At the end of it all, while the game doesn’t do quite enough to serve as the reboot the franchise so desperately needs, Sonic Generations still makes for quite an impressive showing as a Sonic title. Think or say what you will of the series but as far as modern Sonic games go, Sonic Generations may well be the best one that’s been released in over a decade. I can’t even put into words the nostalgic emotions that stirred within me when I, as Classic Sonic, zipped and spun my way around Green Hill Zone for the first time in oh so many years. It’s great fun, immensely exciting, exudes everything that Sonic represents and above all else, is a brilliant throwback to and celebration of a brand of games gone past.

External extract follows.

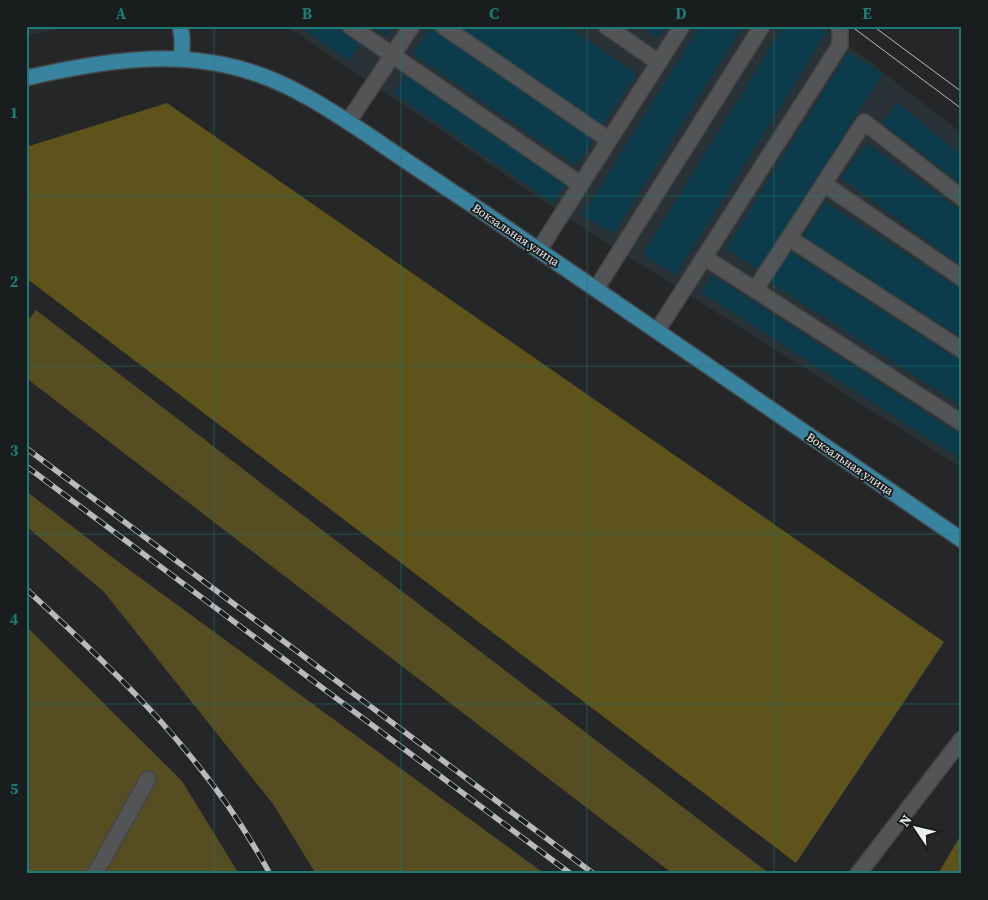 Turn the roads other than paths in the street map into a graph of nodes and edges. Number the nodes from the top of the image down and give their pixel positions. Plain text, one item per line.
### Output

Happy birthday, Sonic, and have a good one!

The Good The Bad
  • Gameplay that is true to both modern and classic Sonics’ modes of gameplay
  • Crisp 3D visuals, assets and environment design
  • Levels and challenges that are interesting and aptly challenging
  • A brilliant ode to the Sonic franchise altogether
  • Storyline is detached and cheesily riddled with overused plot devices
  • Skills and unlocks system seem tacked on and somewhat irrelevant
  • Low number of boss encounters
  • Single player story mode is rather short

Verdict: A must play/buy for any self respecting fan of Sonic the Hedgehog. If you’re getting this on the PC, be sure to snag yourself a good controller as well. 

Sonic Generations is currently available on PC, Xbox 360, PS3 and Nintendo 3DS. The console versions of the game may be purchased from your local games retailer while the PC version is available for purchase and download off Steam.